Only it wasn't flawless, nor was it closed. At that moment, Gus Grissom almost drowned.
It was July 21, 1961, toward the end of the
second Mercury mission, and the hatch to Grissom's spacecraft blew
early. The ocean flooded in. The astronaut responded by jumping free of
the Liberty Bell 7 capsule. He struggled for five minutes to remain
above the churning waves even as his spacesuit, already 22 pounds when
dry, filled with water.
This incident has gone down in history amid controversy. Some renditions of it, including the famous The Right Stuff
novel and movie from Tom Wolfe, portray Grissom as “screwing the
pooch.” Such accounts argue that the astronaut panicked and fired
his hatch before it was time, essentially inviting the water in.
But a new book by author George Leopold about Grissom’s life—Calculated Risk: The Supersonic Life and Times of Gus Grissom—and
a recent interview with the head of NASA’s recovery options for the
Mercury program, Bob Thompson, dispels that fiction. From these measured
accounts, Grissom emerges as a quick-thinking hero. He reacted
decisively in an uncertain situation when otherwise this mission would
have ended in death. Such an accident early in NASA's space program
could have given President Kennedy pause over the country’s nascent Moon-landing ambitions at a time when the US lagged badly behind the Soviet Union.
More
than half a century later, Grissom’s name has faded from memory.
Shepard has the honor of the first US spaceflight, John Glenn made the
first orbital flight, and Neil Armstrong stepped on the Moon. Yet
after an all-too-brief career that ended tragically in the 1967 Apollo 1
fire, Grissom deserves recognition not as an unlucky footnote but as a
genuine hero.

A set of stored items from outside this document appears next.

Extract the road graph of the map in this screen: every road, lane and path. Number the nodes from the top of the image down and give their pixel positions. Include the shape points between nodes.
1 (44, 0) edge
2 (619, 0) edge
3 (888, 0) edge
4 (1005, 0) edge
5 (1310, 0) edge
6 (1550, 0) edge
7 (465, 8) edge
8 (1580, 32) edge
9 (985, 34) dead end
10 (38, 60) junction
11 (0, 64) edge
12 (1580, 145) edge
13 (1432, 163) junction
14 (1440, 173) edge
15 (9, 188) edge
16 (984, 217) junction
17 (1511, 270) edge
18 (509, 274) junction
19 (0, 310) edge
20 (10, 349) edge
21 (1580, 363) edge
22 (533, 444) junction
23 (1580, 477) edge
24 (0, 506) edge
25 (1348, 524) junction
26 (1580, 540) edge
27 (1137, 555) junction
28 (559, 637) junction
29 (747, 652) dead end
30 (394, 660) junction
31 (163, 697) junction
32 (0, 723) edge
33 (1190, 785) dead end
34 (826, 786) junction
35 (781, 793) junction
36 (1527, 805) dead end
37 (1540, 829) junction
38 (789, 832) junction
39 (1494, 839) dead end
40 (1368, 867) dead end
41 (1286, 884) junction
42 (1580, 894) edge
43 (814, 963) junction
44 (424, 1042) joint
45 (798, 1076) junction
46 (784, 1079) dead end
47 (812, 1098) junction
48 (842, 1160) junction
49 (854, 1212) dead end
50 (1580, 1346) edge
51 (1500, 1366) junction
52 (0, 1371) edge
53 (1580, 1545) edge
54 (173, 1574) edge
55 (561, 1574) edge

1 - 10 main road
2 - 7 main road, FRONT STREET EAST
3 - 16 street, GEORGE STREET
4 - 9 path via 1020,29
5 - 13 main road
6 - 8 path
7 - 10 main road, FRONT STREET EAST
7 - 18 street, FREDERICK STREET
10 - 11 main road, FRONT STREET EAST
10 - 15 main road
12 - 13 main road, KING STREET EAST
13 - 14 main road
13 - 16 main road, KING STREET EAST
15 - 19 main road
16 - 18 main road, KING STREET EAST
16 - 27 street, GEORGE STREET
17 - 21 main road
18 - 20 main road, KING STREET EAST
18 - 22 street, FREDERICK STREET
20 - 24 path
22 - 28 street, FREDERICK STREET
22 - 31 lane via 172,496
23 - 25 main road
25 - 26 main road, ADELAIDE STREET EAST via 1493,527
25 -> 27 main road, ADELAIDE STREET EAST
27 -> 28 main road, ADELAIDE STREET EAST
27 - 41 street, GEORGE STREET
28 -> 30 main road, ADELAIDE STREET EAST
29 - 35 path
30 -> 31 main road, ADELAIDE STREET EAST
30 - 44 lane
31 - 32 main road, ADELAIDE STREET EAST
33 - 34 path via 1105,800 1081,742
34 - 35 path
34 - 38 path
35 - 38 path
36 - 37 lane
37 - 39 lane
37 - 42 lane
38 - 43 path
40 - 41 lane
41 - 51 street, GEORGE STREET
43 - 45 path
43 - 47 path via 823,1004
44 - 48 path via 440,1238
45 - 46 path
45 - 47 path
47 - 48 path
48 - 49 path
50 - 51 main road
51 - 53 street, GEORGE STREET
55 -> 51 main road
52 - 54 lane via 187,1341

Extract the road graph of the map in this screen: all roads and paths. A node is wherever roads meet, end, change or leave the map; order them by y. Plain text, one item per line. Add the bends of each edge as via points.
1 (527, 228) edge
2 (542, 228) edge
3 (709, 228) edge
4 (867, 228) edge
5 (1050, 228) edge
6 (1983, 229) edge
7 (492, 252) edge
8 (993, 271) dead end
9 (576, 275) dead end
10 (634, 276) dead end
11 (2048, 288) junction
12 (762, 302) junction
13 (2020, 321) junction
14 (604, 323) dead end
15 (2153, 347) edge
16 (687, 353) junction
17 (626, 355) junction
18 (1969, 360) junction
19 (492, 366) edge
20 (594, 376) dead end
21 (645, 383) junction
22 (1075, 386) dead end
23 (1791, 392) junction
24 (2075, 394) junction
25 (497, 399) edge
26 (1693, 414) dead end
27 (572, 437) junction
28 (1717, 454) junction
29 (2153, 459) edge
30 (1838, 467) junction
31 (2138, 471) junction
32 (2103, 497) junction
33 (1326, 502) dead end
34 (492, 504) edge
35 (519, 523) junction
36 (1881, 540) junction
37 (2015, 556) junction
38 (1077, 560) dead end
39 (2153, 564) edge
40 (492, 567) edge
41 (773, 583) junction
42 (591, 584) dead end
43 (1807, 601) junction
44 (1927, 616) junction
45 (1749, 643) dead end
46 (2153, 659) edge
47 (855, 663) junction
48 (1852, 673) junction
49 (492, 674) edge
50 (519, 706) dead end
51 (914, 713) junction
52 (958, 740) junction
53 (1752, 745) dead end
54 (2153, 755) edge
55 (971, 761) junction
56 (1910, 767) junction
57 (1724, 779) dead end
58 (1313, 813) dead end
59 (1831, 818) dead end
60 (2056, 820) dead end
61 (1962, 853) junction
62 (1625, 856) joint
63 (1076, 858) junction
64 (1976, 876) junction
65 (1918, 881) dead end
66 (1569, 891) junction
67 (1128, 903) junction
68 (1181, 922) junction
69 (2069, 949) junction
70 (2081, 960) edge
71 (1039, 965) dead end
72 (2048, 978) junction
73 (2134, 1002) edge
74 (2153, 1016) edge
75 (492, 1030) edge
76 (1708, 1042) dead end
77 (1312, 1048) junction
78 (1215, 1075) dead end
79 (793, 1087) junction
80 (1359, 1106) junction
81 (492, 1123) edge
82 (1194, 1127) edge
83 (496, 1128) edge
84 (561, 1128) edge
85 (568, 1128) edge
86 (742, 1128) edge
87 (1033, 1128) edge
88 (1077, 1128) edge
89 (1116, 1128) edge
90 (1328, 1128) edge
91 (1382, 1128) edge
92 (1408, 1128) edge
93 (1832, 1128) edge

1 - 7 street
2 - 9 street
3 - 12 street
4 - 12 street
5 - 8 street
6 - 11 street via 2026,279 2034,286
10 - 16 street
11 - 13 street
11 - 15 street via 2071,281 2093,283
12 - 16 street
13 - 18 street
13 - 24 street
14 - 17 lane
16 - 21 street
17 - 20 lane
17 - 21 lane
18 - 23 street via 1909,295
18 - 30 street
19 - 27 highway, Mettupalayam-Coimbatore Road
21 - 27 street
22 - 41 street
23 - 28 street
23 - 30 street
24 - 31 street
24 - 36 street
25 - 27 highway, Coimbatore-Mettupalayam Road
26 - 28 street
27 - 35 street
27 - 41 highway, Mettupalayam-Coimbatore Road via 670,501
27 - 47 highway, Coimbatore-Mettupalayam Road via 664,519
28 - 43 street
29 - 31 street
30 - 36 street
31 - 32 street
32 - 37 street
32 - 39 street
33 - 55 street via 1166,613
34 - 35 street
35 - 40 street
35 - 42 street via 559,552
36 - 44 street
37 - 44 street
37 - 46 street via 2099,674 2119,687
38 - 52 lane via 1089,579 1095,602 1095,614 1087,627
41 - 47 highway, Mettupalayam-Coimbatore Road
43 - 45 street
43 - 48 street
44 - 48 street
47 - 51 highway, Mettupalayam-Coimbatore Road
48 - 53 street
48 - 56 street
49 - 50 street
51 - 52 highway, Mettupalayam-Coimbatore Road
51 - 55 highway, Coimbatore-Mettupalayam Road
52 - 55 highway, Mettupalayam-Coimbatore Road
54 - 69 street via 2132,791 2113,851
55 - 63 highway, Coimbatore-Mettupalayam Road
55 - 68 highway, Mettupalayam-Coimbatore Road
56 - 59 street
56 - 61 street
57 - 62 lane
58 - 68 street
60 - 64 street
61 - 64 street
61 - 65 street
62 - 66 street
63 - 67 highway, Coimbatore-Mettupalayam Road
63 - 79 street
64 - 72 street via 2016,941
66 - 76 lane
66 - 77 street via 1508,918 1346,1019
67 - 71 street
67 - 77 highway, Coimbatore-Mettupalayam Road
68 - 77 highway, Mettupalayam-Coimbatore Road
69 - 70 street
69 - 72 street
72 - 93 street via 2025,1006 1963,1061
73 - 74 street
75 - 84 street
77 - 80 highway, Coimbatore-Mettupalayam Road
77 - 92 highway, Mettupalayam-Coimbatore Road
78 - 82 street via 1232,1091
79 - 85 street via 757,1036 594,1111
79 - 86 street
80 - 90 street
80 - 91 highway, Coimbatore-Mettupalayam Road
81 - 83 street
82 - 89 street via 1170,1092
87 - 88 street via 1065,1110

And for today’s astronauts,
Grissom's near-death experience in the Atlantic Ocean has renewed
importance, offering a sobering reminder of the sea's peril as NASA
plans to return its Orion capsule from deep space again by way of the
ocean.
“Water is a great place to land in, but it’s a
hell of a place post-landing,” Thompson told Ars. “Let me tell you, you
can hurt yourself in the ocean.”
“This I did not do”
Virgil Ivan "Gus" Grissom was the second
youngest of the Mercury Seven astronauts NASA announced to the world on
April 9, 1959. They were all hotshot test pilots, determined to become
the first human to fly in space. Among the group, Grissom distinguished
himself by working hard (and partying hard).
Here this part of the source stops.